(SUPPLIED MATERIAL)

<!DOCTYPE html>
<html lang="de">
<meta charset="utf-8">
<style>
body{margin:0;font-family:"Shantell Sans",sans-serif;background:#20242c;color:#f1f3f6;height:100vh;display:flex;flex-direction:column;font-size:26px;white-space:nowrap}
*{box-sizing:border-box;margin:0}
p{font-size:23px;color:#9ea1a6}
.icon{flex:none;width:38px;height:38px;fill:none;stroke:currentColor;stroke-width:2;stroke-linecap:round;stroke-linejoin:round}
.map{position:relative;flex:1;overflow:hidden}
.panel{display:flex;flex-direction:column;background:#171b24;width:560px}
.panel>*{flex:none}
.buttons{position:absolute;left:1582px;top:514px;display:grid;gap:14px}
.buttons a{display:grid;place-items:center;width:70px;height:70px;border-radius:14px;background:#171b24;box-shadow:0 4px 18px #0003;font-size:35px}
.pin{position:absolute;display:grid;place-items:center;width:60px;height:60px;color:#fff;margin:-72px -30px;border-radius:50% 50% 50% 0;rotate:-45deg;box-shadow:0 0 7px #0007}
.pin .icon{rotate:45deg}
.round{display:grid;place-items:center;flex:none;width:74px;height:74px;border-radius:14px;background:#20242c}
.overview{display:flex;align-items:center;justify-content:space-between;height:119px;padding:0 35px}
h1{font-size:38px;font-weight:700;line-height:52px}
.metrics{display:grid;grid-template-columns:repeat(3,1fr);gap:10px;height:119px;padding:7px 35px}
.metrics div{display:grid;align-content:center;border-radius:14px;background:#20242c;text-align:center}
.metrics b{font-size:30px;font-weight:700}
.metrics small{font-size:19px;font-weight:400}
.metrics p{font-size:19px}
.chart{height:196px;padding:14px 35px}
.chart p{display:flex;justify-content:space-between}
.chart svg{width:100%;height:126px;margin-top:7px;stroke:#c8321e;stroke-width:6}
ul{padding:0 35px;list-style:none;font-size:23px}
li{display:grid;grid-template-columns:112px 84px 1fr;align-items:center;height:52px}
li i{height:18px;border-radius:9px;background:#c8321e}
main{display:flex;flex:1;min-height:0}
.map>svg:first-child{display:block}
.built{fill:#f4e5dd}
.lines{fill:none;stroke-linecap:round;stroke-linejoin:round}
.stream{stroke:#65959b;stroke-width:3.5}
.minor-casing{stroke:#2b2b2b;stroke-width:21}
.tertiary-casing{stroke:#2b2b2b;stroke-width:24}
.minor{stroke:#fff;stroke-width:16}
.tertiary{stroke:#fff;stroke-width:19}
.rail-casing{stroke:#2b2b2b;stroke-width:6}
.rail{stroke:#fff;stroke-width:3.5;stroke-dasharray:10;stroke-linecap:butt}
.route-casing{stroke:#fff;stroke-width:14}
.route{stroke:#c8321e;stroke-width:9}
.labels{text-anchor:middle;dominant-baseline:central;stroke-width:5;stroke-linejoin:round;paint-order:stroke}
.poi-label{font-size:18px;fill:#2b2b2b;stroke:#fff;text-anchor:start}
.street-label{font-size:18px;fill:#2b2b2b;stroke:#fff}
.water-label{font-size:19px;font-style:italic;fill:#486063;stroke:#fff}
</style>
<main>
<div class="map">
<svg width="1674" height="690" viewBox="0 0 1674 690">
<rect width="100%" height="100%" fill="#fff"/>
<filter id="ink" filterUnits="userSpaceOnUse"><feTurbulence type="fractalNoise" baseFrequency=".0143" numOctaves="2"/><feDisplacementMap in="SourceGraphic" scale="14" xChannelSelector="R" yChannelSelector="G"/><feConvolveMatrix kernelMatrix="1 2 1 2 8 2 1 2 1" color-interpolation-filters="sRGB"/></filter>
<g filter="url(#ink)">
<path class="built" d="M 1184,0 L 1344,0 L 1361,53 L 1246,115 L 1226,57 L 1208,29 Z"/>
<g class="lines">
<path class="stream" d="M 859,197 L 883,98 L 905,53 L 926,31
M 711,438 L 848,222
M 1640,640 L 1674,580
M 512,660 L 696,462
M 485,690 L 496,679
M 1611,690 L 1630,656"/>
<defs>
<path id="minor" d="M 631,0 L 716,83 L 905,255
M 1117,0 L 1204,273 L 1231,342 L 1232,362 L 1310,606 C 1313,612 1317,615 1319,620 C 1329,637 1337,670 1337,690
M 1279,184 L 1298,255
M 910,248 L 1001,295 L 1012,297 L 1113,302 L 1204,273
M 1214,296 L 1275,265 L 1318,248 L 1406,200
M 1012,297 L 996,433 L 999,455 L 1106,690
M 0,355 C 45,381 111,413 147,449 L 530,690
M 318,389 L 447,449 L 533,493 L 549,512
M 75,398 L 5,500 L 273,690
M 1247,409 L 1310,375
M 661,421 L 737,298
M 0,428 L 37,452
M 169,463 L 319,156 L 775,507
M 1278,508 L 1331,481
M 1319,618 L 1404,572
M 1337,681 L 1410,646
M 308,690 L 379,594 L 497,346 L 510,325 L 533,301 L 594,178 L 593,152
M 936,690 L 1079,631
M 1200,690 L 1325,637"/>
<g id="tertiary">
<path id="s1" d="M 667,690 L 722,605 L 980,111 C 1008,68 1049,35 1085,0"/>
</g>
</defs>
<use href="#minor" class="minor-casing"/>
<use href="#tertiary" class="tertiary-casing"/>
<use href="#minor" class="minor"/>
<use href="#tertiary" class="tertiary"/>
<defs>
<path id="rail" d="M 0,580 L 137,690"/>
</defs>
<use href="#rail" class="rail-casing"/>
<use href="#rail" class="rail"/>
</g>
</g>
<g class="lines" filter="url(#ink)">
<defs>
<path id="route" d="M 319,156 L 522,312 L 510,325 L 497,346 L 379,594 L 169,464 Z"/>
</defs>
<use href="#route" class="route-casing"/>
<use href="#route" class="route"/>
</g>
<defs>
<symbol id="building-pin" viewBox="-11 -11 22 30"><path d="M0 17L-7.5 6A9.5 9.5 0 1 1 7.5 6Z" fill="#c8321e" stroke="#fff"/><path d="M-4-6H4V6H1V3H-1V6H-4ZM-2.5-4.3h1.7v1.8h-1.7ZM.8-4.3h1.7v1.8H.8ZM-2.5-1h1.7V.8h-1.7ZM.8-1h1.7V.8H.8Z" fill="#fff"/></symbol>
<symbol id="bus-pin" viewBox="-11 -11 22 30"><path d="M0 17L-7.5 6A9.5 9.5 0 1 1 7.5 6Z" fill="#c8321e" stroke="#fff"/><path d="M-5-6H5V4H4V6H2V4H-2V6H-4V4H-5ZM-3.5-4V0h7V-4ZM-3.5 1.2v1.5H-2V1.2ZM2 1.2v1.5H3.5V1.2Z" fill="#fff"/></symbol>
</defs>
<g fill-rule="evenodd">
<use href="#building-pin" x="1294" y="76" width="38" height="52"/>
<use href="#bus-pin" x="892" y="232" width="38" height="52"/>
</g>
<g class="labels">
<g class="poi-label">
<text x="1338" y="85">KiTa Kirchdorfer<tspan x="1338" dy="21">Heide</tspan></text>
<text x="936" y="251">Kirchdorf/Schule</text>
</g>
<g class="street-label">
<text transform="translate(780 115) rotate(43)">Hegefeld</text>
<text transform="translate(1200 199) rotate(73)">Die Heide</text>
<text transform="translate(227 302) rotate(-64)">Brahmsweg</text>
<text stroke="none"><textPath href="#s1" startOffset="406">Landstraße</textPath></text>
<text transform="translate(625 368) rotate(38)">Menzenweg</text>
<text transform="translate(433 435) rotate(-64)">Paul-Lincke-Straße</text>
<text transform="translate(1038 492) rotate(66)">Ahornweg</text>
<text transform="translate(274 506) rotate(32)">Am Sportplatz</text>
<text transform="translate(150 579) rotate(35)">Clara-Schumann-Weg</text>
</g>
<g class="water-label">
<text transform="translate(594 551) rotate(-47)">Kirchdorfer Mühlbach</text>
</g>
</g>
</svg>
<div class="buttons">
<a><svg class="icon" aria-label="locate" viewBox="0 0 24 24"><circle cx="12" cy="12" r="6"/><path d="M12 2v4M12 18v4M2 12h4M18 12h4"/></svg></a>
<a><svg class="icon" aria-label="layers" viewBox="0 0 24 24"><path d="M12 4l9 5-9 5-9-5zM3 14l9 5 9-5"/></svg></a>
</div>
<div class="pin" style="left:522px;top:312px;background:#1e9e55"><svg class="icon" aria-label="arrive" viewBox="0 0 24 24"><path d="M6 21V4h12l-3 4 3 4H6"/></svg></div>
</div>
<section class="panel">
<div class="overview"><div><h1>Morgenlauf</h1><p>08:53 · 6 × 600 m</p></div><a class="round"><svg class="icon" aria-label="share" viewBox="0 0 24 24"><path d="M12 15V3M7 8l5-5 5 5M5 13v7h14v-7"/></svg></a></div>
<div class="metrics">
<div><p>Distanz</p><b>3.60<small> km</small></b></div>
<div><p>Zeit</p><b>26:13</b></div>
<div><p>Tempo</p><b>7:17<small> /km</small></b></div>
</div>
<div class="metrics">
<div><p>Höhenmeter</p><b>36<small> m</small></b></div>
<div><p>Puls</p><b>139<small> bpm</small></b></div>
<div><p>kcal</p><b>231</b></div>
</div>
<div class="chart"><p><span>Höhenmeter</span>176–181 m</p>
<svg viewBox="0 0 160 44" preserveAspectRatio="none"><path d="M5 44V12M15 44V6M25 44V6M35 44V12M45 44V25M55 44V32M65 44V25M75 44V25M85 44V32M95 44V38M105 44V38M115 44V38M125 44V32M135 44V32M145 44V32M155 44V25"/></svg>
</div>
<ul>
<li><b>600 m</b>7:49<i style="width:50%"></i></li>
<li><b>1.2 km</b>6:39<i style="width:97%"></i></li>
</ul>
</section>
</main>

(End SUPPLIED MATERIAL)

(REQUIREMENT): Gather up, from the records above, each line where the word "position" appears.

(SOLUTION TO THIS TASK):
.map{position:relative;flex:1;overflow:hidden}
.buttons{position:absolute;left:1582px;top:514px;display:grid;gap:14px}
.pin{position:absolute;display:grid;place-items:center;width:60px;height:60px;color:#fff;margin:-72px -30px;border-radius:50% 50% 50% 0;rotate:-45deg;box-shadow:0 0 7px #0007}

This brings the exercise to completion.